Your objective
Keep the images out and copy every entry below exactly.

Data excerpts
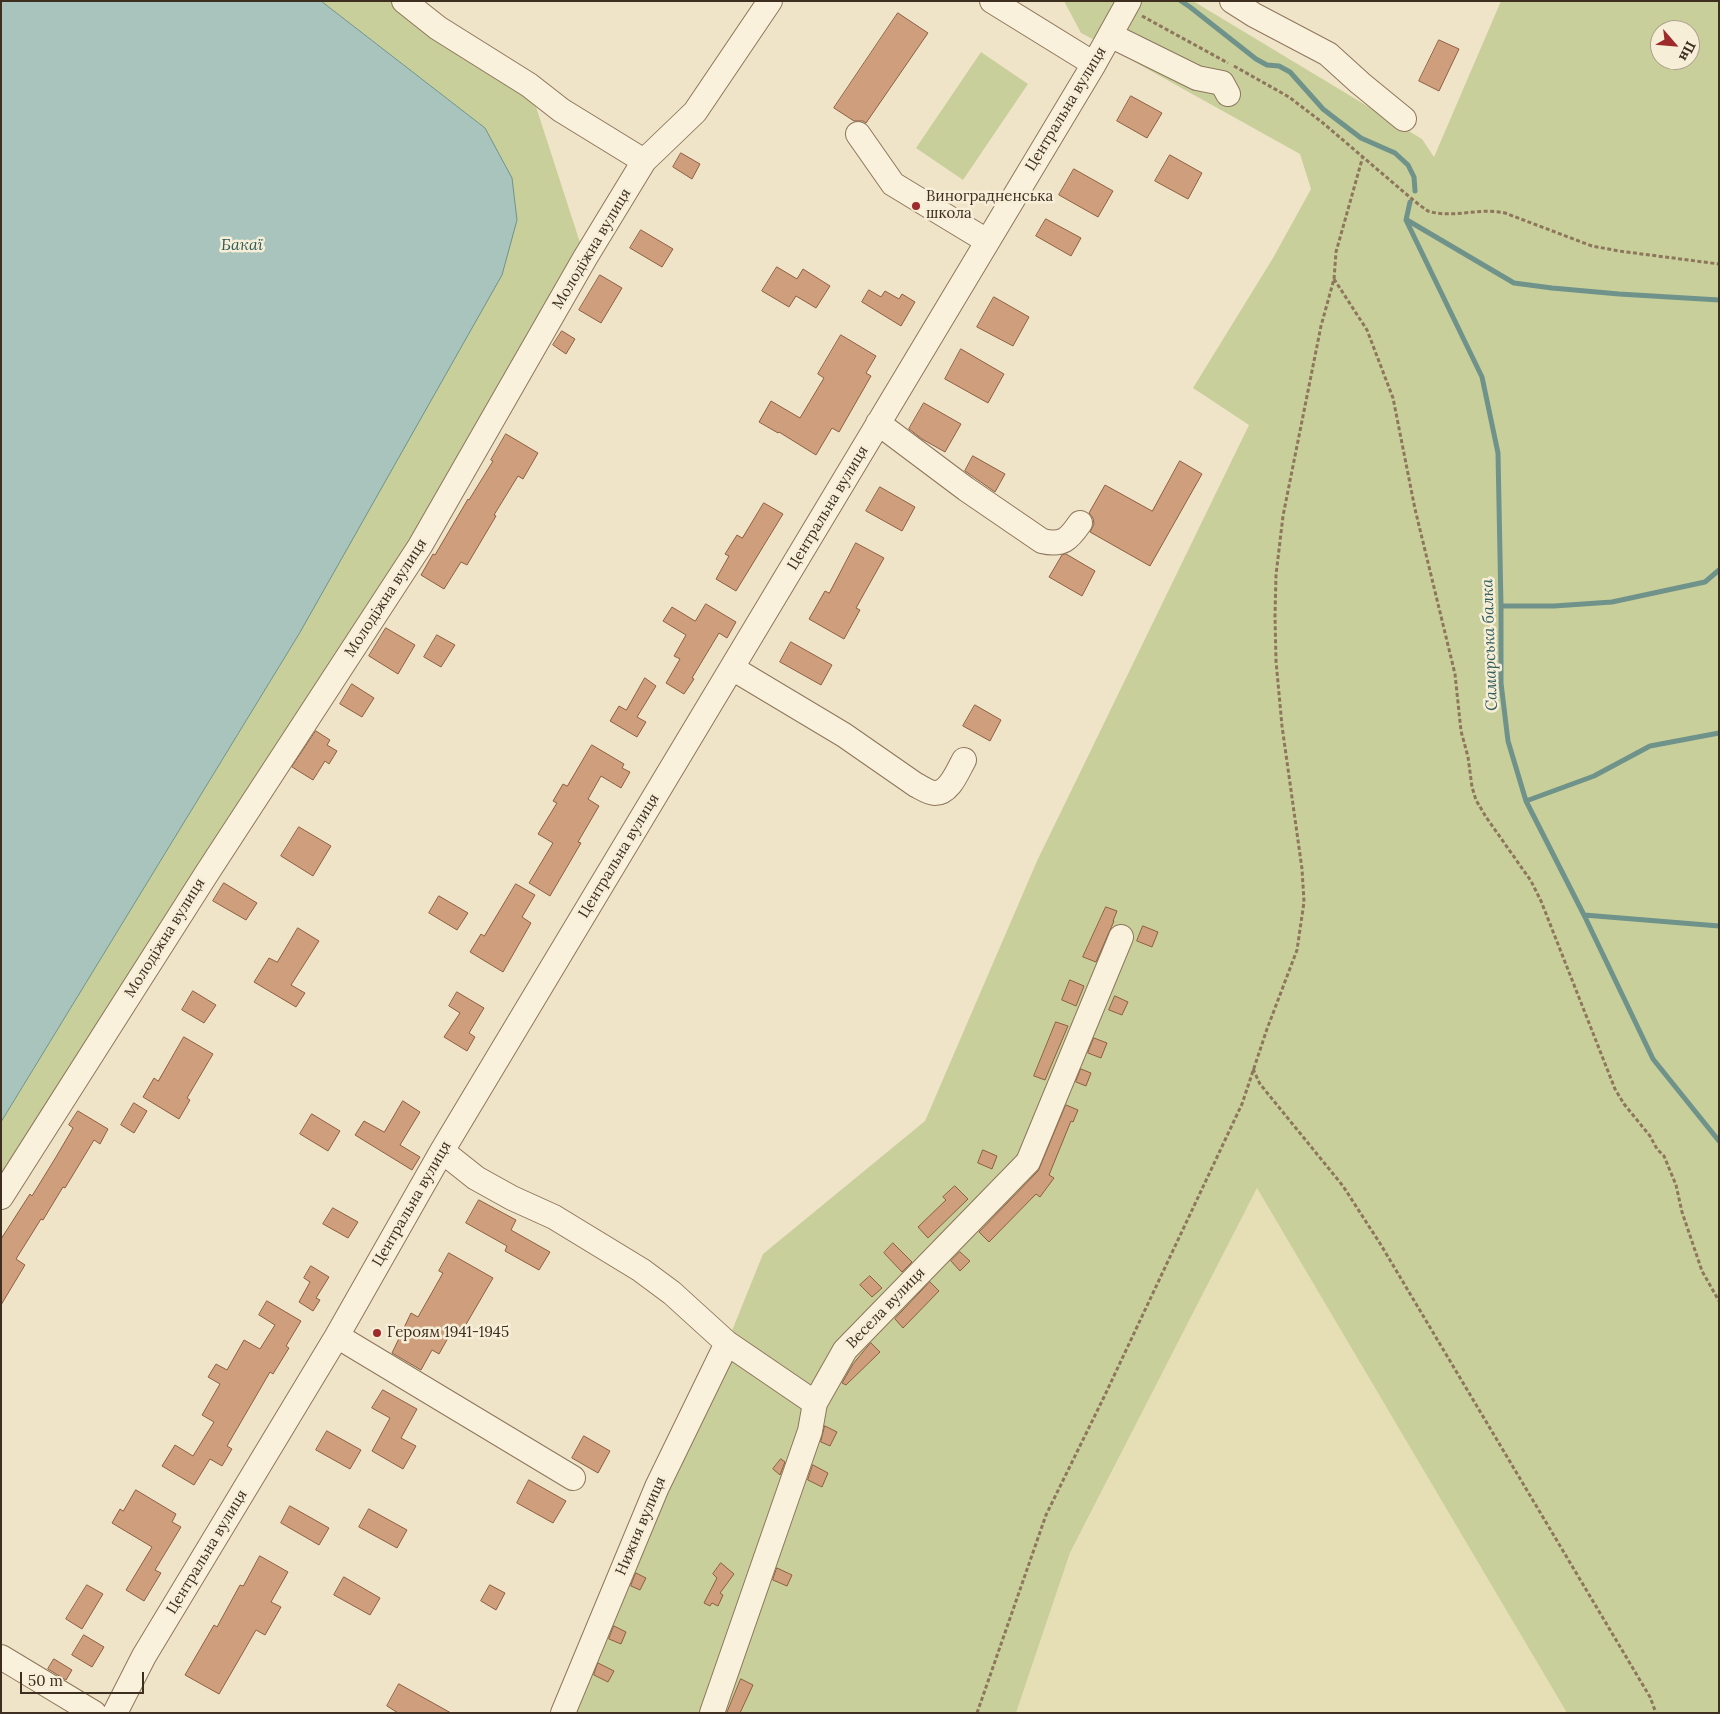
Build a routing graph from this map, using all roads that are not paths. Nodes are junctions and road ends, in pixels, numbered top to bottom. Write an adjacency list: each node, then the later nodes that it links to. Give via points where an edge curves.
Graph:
1 (404, 1): 11 (street, via 438,28 529,85 561,110)
2 (770, 1): 11 (street, Молодіжна вулиця, via 695,112)
3 (992, 1): 7 (street)
4 (1232, 1): 9 (street, via 1328,54)
5 (1128, 4): 6 (street, Центральна вулиця)
6 (1110, 35): 7 (street, Центральна вулиця); 8 (street, via 1197,78 1222,83)
7 (1094, 64): 12 (street, Центральна вулиця)
8 (1228, 94)
9 (1404, 119)
10 (858, 134): 12 (street, via 893,184)
11 (644, 161): 19 (street, Молодіжна вулиця, via 420,546)
12 (987, 241): 13 (street, Центральна вулиця)
13 (878, 423): 14 (street, via 1042,541 1063,542 1070,538); 15 (street, Центральна вулиця)
14 (1080, 523)
15 (732, 668): 16 (street, via 844,735 929,792 943,791); 18 (street, Центральна вулиця)
16 (964, 760)
17 (1121, 937): 22 (street, Весела вулиця, via 1028,1162 845,1350)
18 (442, 1151): 20 (street, Центральна вулиця); 21 (street, via 476,1178 554,1217 640,1270 672,1293)
19 (1, 1197)
20 (337, 1336): 23 (street); 26 (street, Центральна вулиця, via 144,1656)
21 (727, 1343): 22 (street); 27 (street, Нижня вулиця, via 657,1486)
22 (815, 1403): 28 (street, Весела вулиця, via 810,1431)
23 (573, 1478)
24 (1, 1657): 25 (street)
25 (94, 1713)
26 (115, 1713)
27 (563, 1713)
28 (712, 1713)

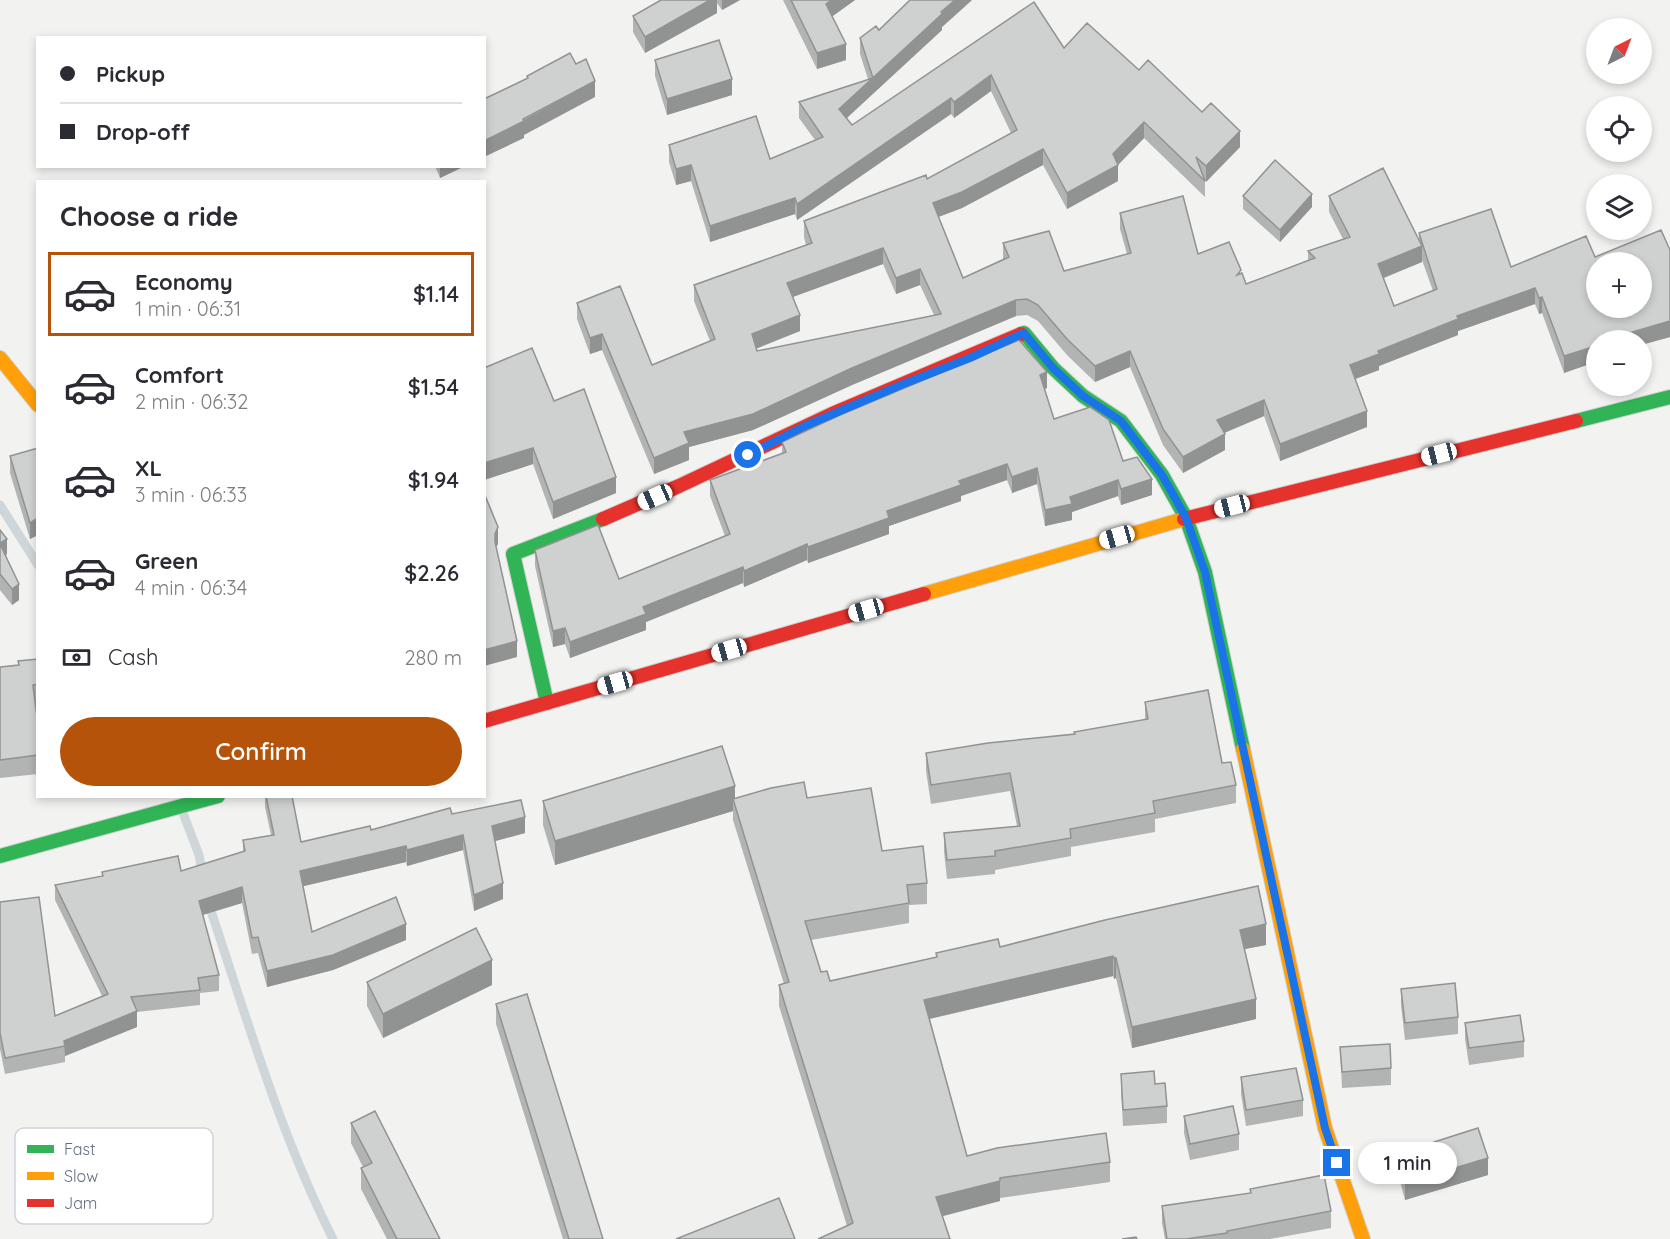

Answer to the exercise
Build a routing graph from this map, using all roads that are not paths. Nodes are junctions and road ends, in pixels, numbered top to bottom. Write an adjacency list: each node, then the later nodes that it links to. Give via points where an edge curves.
Graph:
1 (404, 1): 11 (street, via 438,28 529,85 561,110)
2 (770, 1): 11 (street, Молодіжна вулиця, via 695,112)
3 (992, 1): 7 (street)
4 (1232, 1): 9 (street, via 1328,54)
5 (1128, 4): 6 (street, Центральна вулиця)
6 (1110, 35): 7 (street, Центральна вулиця); 8 (street, via 1197,78 1222,83)
7 (1094, 64): 12 (street, Центральна вулиця)
8 (1228, 94)
9 (1404, 119)
10 (858, 134): 12 (street, via 893,184)
11 (644, 161): 19 (street, Молодіжна вулиця, via 420,546)
12 (987, 241): 13 (street, Центральна вулиця)
13 (878, 423): 14 (street, via 1042,541 1063,542 1070,538); 15 (street, Центральна вулиця)
14 (1080, 523)
15 (732, 668): 16 (street, via 844,735 929,792 943,791); 18 (street, Центральна вулиця)
16 (964, 760)
17 (1121, 937): 22 (street, Весела вулиця, via 1028,1162 845,1350)
18 (442, 1151): 20 (street, Центральна вулиця); 21 (street, via 476,1178 554,1217 640,1270 672,1293)
19 (1, 1197)
20 (337, 1336): 23 (street); 26 (street, Центральна вулиця, via 144,1656)
21 (727, 1343): 22 (street); 27 (street, Нижня вулиця, via 657,1486)
22 (815, 1403): 28 (street, Весела вулиця, via 810,1431)
23 (573, 1478)
24 (1, 1657): 25 (street)
25 (94, 1713)
26 (115, 1713)
27 (563, 1713)
28 (712, 1713)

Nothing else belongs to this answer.